Material provided:
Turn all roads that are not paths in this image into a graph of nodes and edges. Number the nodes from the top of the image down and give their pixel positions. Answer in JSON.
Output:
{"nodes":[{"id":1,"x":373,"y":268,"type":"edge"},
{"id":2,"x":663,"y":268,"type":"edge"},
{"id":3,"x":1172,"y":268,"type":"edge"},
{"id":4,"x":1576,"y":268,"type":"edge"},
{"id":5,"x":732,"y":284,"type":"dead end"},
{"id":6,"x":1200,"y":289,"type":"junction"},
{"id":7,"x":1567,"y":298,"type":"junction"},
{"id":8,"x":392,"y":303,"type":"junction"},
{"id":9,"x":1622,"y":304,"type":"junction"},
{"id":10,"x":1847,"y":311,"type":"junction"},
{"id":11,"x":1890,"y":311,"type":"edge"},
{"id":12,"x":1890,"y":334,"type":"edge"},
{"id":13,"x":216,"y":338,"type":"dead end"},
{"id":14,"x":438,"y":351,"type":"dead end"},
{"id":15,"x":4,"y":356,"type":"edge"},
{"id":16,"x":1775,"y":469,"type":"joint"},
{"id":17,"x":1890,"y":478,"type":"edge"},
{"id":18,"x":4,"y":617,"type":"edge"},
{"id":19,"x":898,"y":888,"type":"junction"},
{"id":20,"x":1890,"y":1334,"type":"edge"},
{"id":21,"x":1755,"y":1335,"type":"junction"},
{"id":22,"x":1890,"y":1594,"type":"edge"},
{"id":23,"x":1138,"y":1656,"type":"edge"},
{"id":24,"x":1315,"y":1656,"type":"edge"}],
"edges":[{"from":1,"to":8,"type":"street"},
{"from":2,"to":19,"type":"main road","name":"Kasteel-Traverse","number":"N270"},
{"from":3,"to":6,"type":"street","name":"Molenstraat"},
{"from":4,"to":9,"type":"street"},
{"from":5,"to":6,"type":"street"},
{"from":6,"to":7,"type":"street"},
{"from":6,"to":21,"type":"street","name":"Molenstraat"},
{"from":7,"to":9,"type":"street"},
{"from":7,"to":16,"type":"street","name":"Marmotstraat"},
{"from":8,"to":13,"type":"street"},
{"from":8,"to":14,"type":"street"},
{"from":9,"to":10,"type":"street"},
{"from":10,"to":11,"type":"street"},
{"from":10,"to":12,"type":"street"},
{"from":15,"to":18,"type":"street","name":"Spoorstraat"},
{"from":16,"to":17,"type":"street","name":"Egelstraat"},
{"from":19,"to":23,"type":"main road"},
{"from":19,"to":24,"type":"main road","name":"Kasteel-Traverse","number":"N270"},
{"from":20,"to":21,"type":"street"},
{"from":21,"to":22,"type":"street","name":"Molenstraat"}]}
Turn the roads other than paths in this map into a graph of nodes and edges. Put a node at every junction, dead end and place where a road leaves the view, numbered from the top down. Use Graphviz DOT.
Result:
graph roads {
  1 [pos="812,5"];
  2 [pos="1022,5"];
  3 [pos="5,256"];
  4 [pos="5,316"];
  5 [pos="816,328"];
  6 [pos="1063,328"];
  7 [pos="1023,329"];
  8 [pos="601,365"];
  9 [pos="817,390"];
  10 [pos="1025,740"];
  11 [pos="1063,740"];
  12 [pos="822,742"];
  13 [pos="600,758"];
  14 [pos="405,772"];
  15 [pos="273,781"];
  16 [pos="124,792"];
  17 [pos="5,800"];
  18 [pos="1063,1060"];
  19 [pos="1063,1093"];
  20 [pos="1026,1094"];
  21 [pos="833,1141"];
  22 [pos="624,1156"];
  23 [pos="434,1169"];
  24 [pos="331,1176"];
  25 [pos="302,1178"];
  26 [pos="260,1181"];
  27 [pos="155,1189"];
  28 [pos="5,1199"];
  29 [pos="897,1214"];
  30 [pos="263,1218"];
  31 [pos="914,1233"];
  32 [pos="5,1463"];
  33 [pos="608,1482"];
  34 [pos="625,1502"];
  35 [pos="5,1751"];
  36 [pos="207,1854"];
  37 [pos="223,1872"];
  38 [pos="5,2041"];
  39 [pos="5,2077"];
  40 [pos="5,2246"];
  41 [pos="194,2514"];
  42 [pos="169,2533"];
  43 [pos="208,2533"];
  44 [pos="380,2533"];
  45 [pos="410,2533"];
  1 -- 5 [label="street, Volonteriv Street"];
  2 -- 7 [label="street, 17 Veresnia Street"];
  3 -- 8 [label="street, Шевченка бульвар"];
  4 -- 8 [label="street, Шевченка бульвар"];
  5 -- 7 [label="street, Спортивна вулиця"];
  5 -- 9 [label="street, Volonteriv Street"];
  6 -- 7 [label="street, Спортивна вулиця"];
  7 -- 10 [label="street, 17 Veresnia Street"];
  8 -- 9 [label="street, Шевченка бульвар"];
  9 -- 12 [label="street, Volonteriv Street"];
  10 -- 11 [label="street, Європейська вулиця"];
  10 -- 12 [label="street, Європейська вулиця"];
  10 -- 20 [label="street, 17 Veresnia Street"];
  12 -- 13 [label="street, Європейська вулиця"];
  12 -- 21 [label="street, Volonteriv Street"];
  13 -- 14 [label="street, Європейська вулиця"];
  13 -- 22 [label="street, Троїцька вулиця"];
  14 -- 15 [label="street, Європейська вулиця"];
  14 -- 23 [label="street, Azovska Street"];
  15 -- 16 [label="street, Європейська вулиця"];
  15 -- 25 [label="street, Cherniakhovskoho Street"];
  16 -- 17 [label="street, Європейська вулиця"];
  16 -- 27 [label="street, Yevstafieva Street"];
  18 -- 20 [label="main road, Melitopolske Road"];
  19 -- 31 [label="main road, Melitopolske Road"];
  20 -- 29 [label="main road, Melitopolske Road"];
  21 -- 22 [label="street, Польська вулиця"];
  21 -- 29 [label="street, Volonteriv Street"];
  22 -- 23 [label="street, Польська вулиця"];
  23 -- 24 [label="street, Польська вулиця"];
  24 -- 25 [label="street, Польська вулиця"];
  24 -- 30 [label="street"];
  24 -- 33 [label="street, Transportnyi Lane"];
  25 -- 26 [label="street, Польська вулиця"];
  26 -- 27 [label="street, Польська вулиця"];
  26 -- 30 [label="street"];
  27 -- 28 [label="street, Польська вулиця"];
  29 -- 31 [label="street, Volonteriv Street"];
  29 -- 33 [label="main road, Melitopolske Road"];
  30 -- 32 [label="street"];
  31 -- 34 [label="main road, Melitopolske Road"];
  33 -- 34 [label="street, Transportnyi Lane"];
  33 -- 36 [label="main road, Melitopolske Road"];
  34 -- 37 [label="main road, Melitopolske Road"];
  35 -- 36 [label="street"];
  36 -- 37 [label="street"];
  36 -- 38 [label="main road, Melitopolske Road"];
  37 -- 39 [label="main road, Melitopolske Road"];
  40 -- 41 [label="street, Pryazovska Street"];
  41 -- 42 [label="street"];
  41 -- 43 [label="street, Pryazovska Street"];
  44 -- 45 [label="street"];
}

What the task asks: Repeat the whole listing above without any change.

Exercise result:
Turn all roads that are not paths in this image into a graph of nodes and edges. Number the nodes from the top of the image down and give their pixel positions. Answer in JSON.
Output:
{"nodes":[{"id":1,"x":373,"y":268,"type":"edge"},
{"id":2,"x":663,"y":268,"type":"edge"},
{"id":3,"x":1172,"y":268,"type":"edge"},
{"id":4,"x":1576,"y":268,"type":"edge"},
{"id":5,"x":732,"y":284,"type":"dead end"},
{"id":6,"x":1200,"y":289,"type":"junction"},
{"id":7,"x":1567,"y":298,"type":"junction"},
{"id":8,"x":392,"y":303,"type":"junction"},
{"id":9,"x":1622,"y":304,"type":"junction"},
{"id":10,"x":1847,"y":311,"type":"junction"},
{"id":11,"x":1890,"y":311,"type":"edge"},
{"id":12,"x":1890,"y":334,"type":"edge"},
{"id":13,"x":216,"y":338,"type":"dead end"},
{"id":14,"x":438,"y":351,"type":"dead end"},
{"id":15,"x":4,"y":356,"type":"edge"},
{"id":16,"x":1775,"y":469,"type":"joint"},
{"id":17,"x":1890,"y":478,"type":"edge"},
{"id":18,"x":4,"y":617,"type":"edge"},
{"id":19,"x":898,"y":888,"type":"junction"},
{"id":20,"x":1890,"y":1334,"type":"edge"},
{"id":21,"x":1755,"y":1335,"type":"junction"},
{"id":22,"x":1890,"y":1594,"type":"edge"},
{"id":23,"x":1138,"y":1656,"type":"edge"},
{"id":24,"x":1315,"y":1656,"type":"edge"}],
"edges":[{"from":1,"to":8,"type":"street"},
{"from":2,"to":19,"type":"main road","name":"Kasteel-Traverse","number":"N270"},
{"from":3,"to":6,"type":"street","name":"Molenstraat"},
{"from":4,"to":9,"type":"street"},
{"from":5,"to":6,"type":"street"},
{"from":6,"to":7,"type":"street"},
{"from":6,"to":21,"type":"street","name":"Molenstraat"},
{"from":7,"to":9,"type":"street"},
{"from":7,"to":16,"type":"street","name":"Marmotstraat"},
{"from":8,"to":13,"type":"street"},
{"from":8,"to":14,"type":"street"},
{"from":9,"to":10,"type":"street"},
{"from":10,"to":11,"type":"street"},
{"from":10,"to":12,"type":"street"},
{"from":15,"to":18,"type":"street","name":"Spoorstraat"},
{"from":16,"to":17,"type":"street","name":"Egelstraat"},
{"from":19,"to":23,"type":"main road"},
{"from":19,"to":24,"type":"main road","name":"Kasteel-Traverse","number":"N270"},
{"from":20,"to":21,"type":"street"},
{"from":21,"to":22,"type":"street","name":"Molenstraat"}]}
Turn the roads other than paths in this map into a graph of nodes and edges. Put a node at every junction, dead end and place where a road leaves the view, numbered from the top down. Use Graphviz DOT.
Result:
graph roads {
  1 [pos="812,5"];
  2 [pos="1022,5"];
  3 [pos="5,256"];
  4 [pos="5,316"];
  5 [pos="816,328"];
  6 [pos="1063,328"];
  7 [pos="1023,329"];
  8 [pos="601,365"];
  9 [pos="817,390"];
  10 [pos="1025,740"];
  11 [pos="1063,740"];
  12 [pos="822,742"];
  13 [pos="600,758"];
  14 [pos="405,772"];
  15 [pos="273,781"];
  16 [pos="124,792"];
  17 [pos="5,800"];
  18 [pos="1063,1060"];
  19 [pos="1063,1093"];
  20 [pos="1026,1094"];
  21 [pos="833,1141"];
  22 [pos="624,1156"];
  23 [pos="434,1169"];
  24 [pos="331,1176"];
  25 [pos="302,1178"];
  26 [pos="260,1181"];
  27 [pos="155,1189"];
  28 [pos="5,1199"];
  29 [pos="897,1214"];
  30 [pos="263,1218"];
  31 [pos="914,1233"];
  32 [pos="5,1463"];
  33 [pos="608,1482"];
  34 [pos="625,1502"];
  35 [pos="5,1751"];
  36 [pos="207,1854"];
  37 [pos="223,1872"];
  38 [pos="5,2041"];
  39 [pos="5,2077"];
  40 [pos="5,2246"];
  41 [pos="194,2514"];
  42 [pos="169,2533"];
  43 [pos="208,2533"];
  44 [pos="380,2533"];
  45 [pos="410,2533"];
  1 -- 5 [label="street, Volonteriv Street"];
  2 -- 7 [label="street, 17 Veresnia Street"];
  3 -- 8 [label="street, Шевченка бульвар"];
  4 -- 8 [label="street, Шевченка бульвар"];
  5 -- 7 [label="street, Спортивна вулиця"];
  5 -- 9 [label="street, Volonteriv Street"];
  6 -- 7 [label="street, Спортивна вулиця"];
  7 -- 10 [label="street, 17 Veresnia Street"];
  8 -- 9 [label="street, Шевченка бульвар"];
  9 -- 12 [label="street, Volonteriv Street"];
  10 -- 11 [label="street, Європейська вулиця"];
  10 -- 12 [label="street, Європейська вулиця"];
  10 -- 20 [label="street, 17 Veresnia Street"];
  12 -- 13 [label="street, Європейська вулиця"];
  12 -- 21 [label="street, Volonteriv Street"];
  13 -- 14 [label="street, Європейська вулиця"];
  13 -- 22 [label="street, Троїцька вулиця"];
  14 -- 15 [label="street, Європейська вулиця"];
  14 -- 23 [label="street, Azovska Street"];
  15 -- 16 [label="street, Європейська вулиця"];
  15 -- 25 [label="street, Cherniakhovskoho Street"];
  16 -- 17 [label="street, Європейська вулиця"];
  16 -- 27 [label="street, Yevstafieva Street"];
  18 -- 20 [label="main road, Melitopolske Road"];
  19 -- 31 [label="main road, Melitopolske Road"];
  20 -- 29 [label="main road, Melitopolske Road"];
  21 -- 22 [label="street, Польська вулиця"];
  21 -- 29 [label="street, Volonteriv Street"];
  22 -- 23 [label="street, Польська вулиця"];
  23 -- 24 [label="street, Польська вулиця"];
  24 -- 25 [label="street, Польська вулиця"];
  24 -- 30 [label="street"];
  24 -- 33 [label="street, Transportnyi Lane"];
  25 -- 26 [label="street, Польська вулиця"];
  26 -- 27 [label="street, Польська вулиця"];
  26 -- 30 [label="street"];
  27 -- 28 [label="street, Польська вулиця"];
  29 -- 31 [label="street, Volonteriv Street"];
  29 -- 33 [label="main road, Melitopolske Road"];
  30 -- 32 [label="street"];
  31 -- 34 [label="main road, Melitopolske Road"];
  33 -- 34 [label="street, Transportnyi Lane"];
  33 -- 36 [label="main road, Melitopolske Road"];
  34 -- 37 [label="main road, Melitopolske Road"];
  35 -- 36 [label="street"];
  36 -- 37 [label="street"];
  36 -- 38 [label="main road, Melitopolske Road"];
  37 -- 39 [label="main road, Melitopolske Road"];
  40 -- 41 [label="street, Pryazovska Street"];
  41 -- 42 [label="street"];
  41 -- 43 [label="street, Pryazovska Street"];
  44 -- 45 [label="street"];
}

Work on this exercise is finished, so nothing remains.